(Items from a data source)
*** Begin section ***

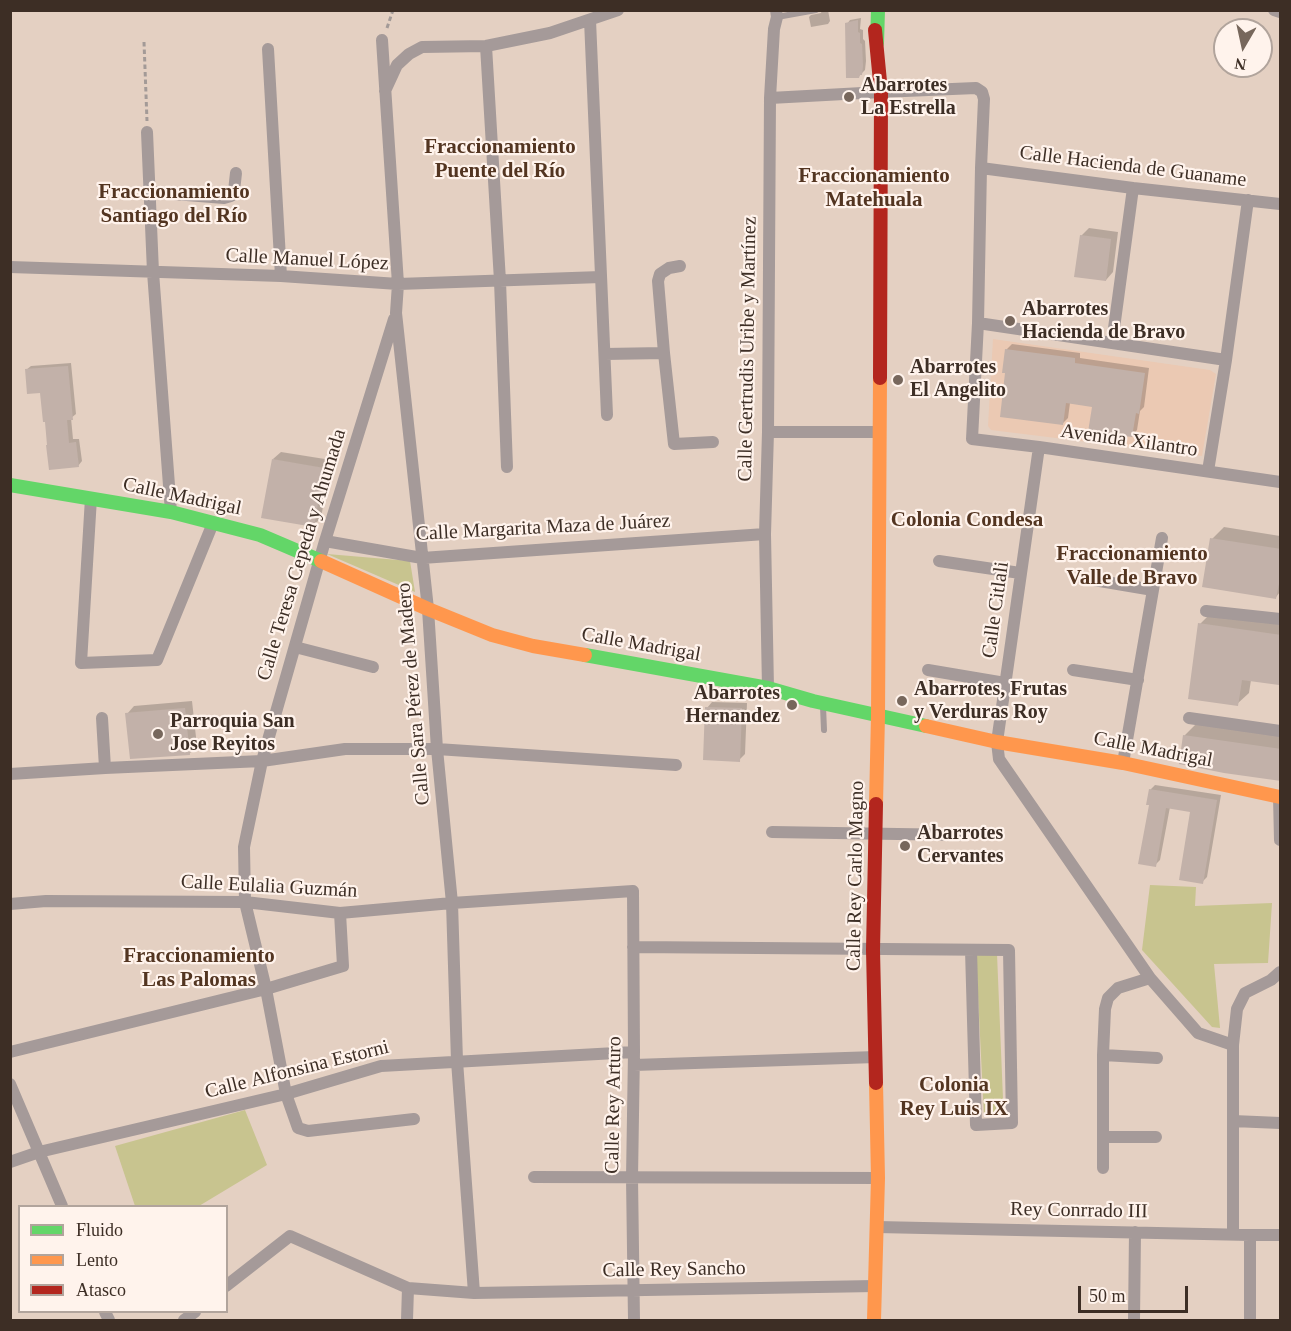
<!DOCTYPE html>
<html>
<head>
<meta charset="utf-8">
<style>
  body { margin:0 }
  #map { position:relative; width:1291px; height:1331px; overflow:hidden; background:#e4d0c2; font-family:"Times New Roman",serif }
  canvas { display:block }
  .frame { position:absolute; inset:0; border:12px solid #3d2e25; pointer-events:none }
  .legend { position:absolute; left:18px; top:1205px; width:210px; height:108px; box-sizing:border-box; background:#fff3ec; border:2px solid #b1a49c; margin:0; padding:8px 10px; list-style:none; font-size:18px; color:#3d2e25 }
  .legend li { display:flex; align-items:center; gap:12px; height:30px }
  .legend b { width:30px; border:2px solid #b1a49c }
  .north { position:absolute; left:1213px; top:18px; width:60px; height:60px; box-sizing:border-box; background:#fff3ec; border:2px solid #b1a49c; border-radius:50%; rotate:189deg; font-size:16px; font-weight:700; line-height:24px; text-align:center; color:#3d2e25 }
  .north::after { content:''; display:block; margin:auto; width:21px; height:27px; background:#77675c; clip-path:polygon(50% 0,100% 100%,50% 72%,0 100%) }
  .scale { position:absolute; left:1078px; top:1286px; width:110px; height:27px; box-sizing:border-box; border:3px solid #3d2e25; border-top:0; padding-left:8px; font-size:18px; line-height:21px; white-space:nowrap; color:#3d2e25; -webkit-text-stroke:4px #fff3ec; paint-order:stroke }
</style>
</head>
<body>
<div id="map">
<canvas width="1291" height="1331"></canvas>
<div class="frame"></div>
<ul class="legend">
<li><b style="height:8px;background:#63d668"></b>Fluido</li>
<li><b style="height:8px;background:#ff974d"></b>Lento</li>
<li><b style="height:8px;background:#b3261e"></b>Atasco</li>
</ul>
<div class="north">N</div>
<div class="scale">50 m</div>
</div>
<script>
const c = document.querySelector('canvas').getContext('2d');
c.lineJoin = 'round';
function paint(path, color) {
  c.fillStyle = color;
  c.fill(path, 'evenodd');
}
function shape(rows) {
  const path = new Path2D();
  for (const r of rows) {
    path.moveTo(r[0], r[1]);
    for (let i = 2; i < r.length; i += 2) path.lineTo(r[i], r[i + 1]);
  }
  return path;
}
function stroke(path, color, width, dash) {
  c.strokeStyle = color;
  c.lineWidth = width;
  c.lineCap = dash ? 'butt' : 'round';
  c.setLineDash(dash || []);
  c.stroke(path);
}
function write(font, color, halo, rows, align = 'center') {
  c.font = font + ' "Times New Roman",serif';
  c.lineWidth = 4.5;
  c.setLineDash([]);
  c.textBaseline = 'middle';
  c.strokeStyle = halo;
  c.fillStyle = color;
  for (const [text, x, y, turn = 0] of rows) {
    c.save();
    c.translate(x, y);
    c.rotate((+turn || 0) * Math.PI / 180);
    c.textAlign = isNaN(turn) ? turn : align;
    if (halo) c.strokeText(text, 0, 0);
    c.fillText(text, 0, 0);
    c.restore();
  }
}
paint(shape([
  [993,339,1210,370,1216,374,1202,456,991,430,988,426]
]), '#ebc9b3');
paint(shape([
  [327,554,410,561,415,592],
  [1150,885,1196,887,1195,906,1272,903,1268,963,1214,964,1220,1028,1212,1027,1142,950],
  [997,954,1003,1099,1002,1114,984,1116,976,955],
  [245,1110,267,1165,199,1206,135,1206,115,1146]
]), '#c8c48f');
paint(shape([
  [822,10,828,10,830,21,828,24,811,27,809,17,811,15,821,13],
  [861,18,860,29,863,30,863,39,865,41,866,61,865,70,859,76,847,24,850,20],
  [1089,228,1118,232,1113,272,1106,280,1081,236],
  [1012,344,1080,353,1080,358,1149,368,1144,407,1140,411,1137,430,1132,436,1093,406,1070,403,1068,418,1063,423,1007,372,1006,350],
  [71,363,76,414,71,418,73,439,79,439,82,461,78,466,42,391,26,370,31,366],
  [281,452,331,460,321,518,313,526,273,459],
  [1224,527,1280,536,1280,592,1276,597,1212,539],
  [1212,612,1280,622,1280,681,1278,684,1251,680,1249,693,1237,704,1200,624],
  [192,701,197,746,189,754,127,714,134,706],
  [712,702,747,703,745,754,739,760,707,708],
  [1196,724,1280,736,1280,780,1184,736],
  [1155,785,1221,795,1207,877,1202,882,1192,810,1170,807,1160,860,1155,865,1150,790]
]), '#0003');
paint(shape([
  [858,20,858,32,860,33,860,43,862,44,863,66,862,75,860,75,859,78,846,78,845,23],
  [1080,235,1111,239,1106,281,1074,277],
  [1005,349,1075,358,1075,363,1145,373,1139,414,1136,413,1132,437,1088,432,1092,407,1066,403,1063,425,1000,417,1005,373,1002,373],
  [68,366,73,420,67,420,69,443,76,442,79,467,49,470,46,445,47,445,45,422,43,422,40,393,27,394,25,369],
  [272,459,324,468,314,527,261,518],
  [1210,538,1281,549,1281,573,1276,599,1202,587],
  [1198,623,1281,635,1281,674,1279,685,1242,680,1238,706,1188,699],
  [705,707,742,708,740,762,703,760],
  [185,708,190,755,130,759,125,713],
  [1183,735,1281,749,1281,781,1224,773,1179,764],
  [1149,789,1217,800,1203,884,1179,880,1190,812,1166,808,1156,867,1138,864,1149,805,1146,805]
]), '#c2b1a9');
stroke(shape([
  [387,28,393,10],
  [144,42,147,121]
]), '#a39a97', 3, [4.5, 3]);
stroke(shape([
  [777,17,816,10],
  [823,706,824,730]
]), '#a59a99', 6);
stroke(shape([
  [1274,10,1280,12],
  [590,20,607,415],
  [382,40,398,284,396,313,428,609,437,749,452,903,457,1061,474,1293],
  [486,46,500,281,507,467],
  [268,49,281,276],
  [385,91,397,65,409,54,422,47,486,46,550,33,618,10],
  [770,98,881,92,976,88,982,92,984,99,981,168,978,323,972,439,1039,447,1280,482],
  [147,132,153,272,171,512],
  [981,168,1133,188,1280,204],
  [149,192,224,198,231,196,234,191,236,173],
  [680,266,669,268,660,274,658,281,664,353,674,444,713,442],
  [10,267,281,276,398,284,601,277],
  [394,319,325,541,262,761,244,847,245,902,266,989,286,1094,298,1128,308,1131,414,1119],
  [978,323,1226,360],
  [1112,343,1133,188],
  [605,354,664,353],
  [768,432,880,432],
  [1039,447,997,742,999,759,1150,978,1198,1033,1233,1045],
  [1208,471,1226,360,1248,200],
  [91,498,81,663,157,660,213,523],
  [325,541,422,558,765,534],
  [939,561,1020,573],
  [1082,578,1153,590],
  [1206,611,1280,619],
  [295,647,373,667],
  [928,670,1005,683],
  [1073,670,1138,680],
  [768,688,765,534,768,432,770,98,774,29,777,17,776,10],
  [102,718,105,768],
  [1189,718,1280,731],
  [1123,763,1162,538],
  [10,774,105,768,262,761,345,749,437,749,676,765],
  [1279,796,1280,840],
  [772,832,961,835],
  [10,904,46,901,245,902,340,913,452,903,633,891,634,1052,632,1178,634,1320],
  [633,947,1009,950,1012,1123,976,1125,971,950],
  [10,1052,266,989,343,966,340,913],
  [1103,1055,1157,1058],
  [634,1065,876,1057],
  [10,1084,62,1206],
  [1233,1121,1280,1123],
  [1103,1137,1156,1137],
  [10,1162,39,1152,286,1094,381,1066,634,1052],
  [1103,1168,1103,1055,1105,1009,1108,998,1118,988,1150,978],
  [534,1177,878,1178],
  [877,1227,1250,1235,1280,1235],
  [1233,1234,1233,1045,1237,1009,1245,993,1271,980,1280,972],
  [1250,1235,1250,1320],
  [226,1286,290,1236,408,1288,474,1293,875,1286],
  [105,1312,109,1320],
  [184,1320,195,1312],
  [407,1320,408,1288],
  [1134,1320,1135,1232]
]), '#a59a99', 12);
stroke(shape([
  [877,43,878,10],
  [10,485,171,512,260,535,321,561],
  [585,655,768,688,813,701,926,726]
]), '#63d668', 14);
stroke(shape([
  [321,561,428,609,492,635,533,646,585,655],
  [926,726,997,742,1123,763,1280,797],
  [876,804,878,716,880,378],
  [874,1320,878,1178,876,1083]
]), '#ff974d', 14);
stroke(shape([
  [875,30,881,92,880,378],
  [876,1083,873,950,876,804]
]), '#b3261e', 14);
for (const [x, y, r, color] of [
  [849,97,6,"#77675c"],
  [1010,321,6,"#77675c"],
  [898,380,6,"#77675c"],
  [902,701,6,"#77675c"],
  [792,705,6,"#77675c"],
  [158,734,6,"#77675c"],
  [905,846,6,"#77675c"]
]) {
  const dot = new Path2D();
  dot.arc(x, y, r, 0, 2 * Math.PI);
  c.fillStyle = color;
  c.fill(dot);
  stroke(dot, '#fff3ec', 2);
}
write('bold 20px', '#3d2e25', '#fff3ec', [
  ["Abarrotes",861,86],
  ["La Estrella",861,109],
  ["Abarrotes",1022,310],
  ["Hacienda de Bravo",1022,333],
  ["Abarrotes",910,368],
  ["El Angelito",910,391],
  ["Abarrotes, Frutas",914,690],
  ["y Verduras Roy",914,713],
  ["Abarrotes",780,694,"right"],
  ["Hernandez",780,717,"right"],
  ["Parroquia San",170,722],
  ["Jose Reyitos",170,745],
  ["Abarrotes",917,834],
  ["Cervantes",917,857]
], 'left');
write('20px', '#3d2e25', '#fff3ec', [
  ["Calle Hacienda de Guaname",1133,167,7],
  ["Calle Manuel López",307,260,3],
  ["Calle Gertrudis Uribe y Martínez",748,349,-89],
  ["Avenida Xilantro",1129,441,8],
  ["Calle Madrigal",182,497,12],
  ["Calle Margarita Maza de Juárez",543,528,-3],
  ["Calle Teresa Cepeda y Ahumada",302,555,-73],
  ["Calle Citlali",996,610,-82],
  ["Calle Madrigal",641,645,10],
  ["Calle Sara Pérez de Madero",414,694,-95],
  ["Calle Madrigal",1153,750,11],
  ["Calle Rey Carlo Magno",856,876,-89],
  ["Calle Eulalia Guzmán",269,887,3],
  ["Calle Alfonsina Estorni",297,1070,-14],
  ["Calle Rey Arturo",614,1105,-89],
  ["Rey Conrrado III",1079,1211,1],
  ["Calle Rey Sancho",674,1270,-1]
]);
write('bold 21px', '#533521', '#fff3ec', [
  ["Fraccionamiento",500,148],
  ["Puente del Río",500,172],
  ["Fraccionamiento",874,177],
  ["Matehuala",874,201],
  ["Fraccionamiento",174,193],
  ["Santiago del Río",174,217],
  ["Colonia Condesa",967,521],
  ["Fraccionamiento",1132,555],
  ["Valle de Bravo",1132,579],
  ["Fraccionamiento",199,957],
  ["Las Palomas",199,981],
  ["Colonia",954,1086],
  ["Rey Luis IX",954,1110]
]);
</script>
</body>
</html>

*** End section ***

Retype the records above word for word, from their first line through the line containing "position:absolute; inset:0; border:12px", and leave out every picture.

### [TASK SOLUTION]
<!DOCTYPE html>
<html>
<head>
<meta charset="utf-8">
<style>
  body { margin:0 }
  #map { position:relative; width:1291px; height:1331px; overflow:hidden; background:#e4d0c2; font-family:"Times New Roman",serif }
  canvas { display:block }
  .frame { position:absolute; inset:0; border:12px solid #3d2e25; pointer-events:none }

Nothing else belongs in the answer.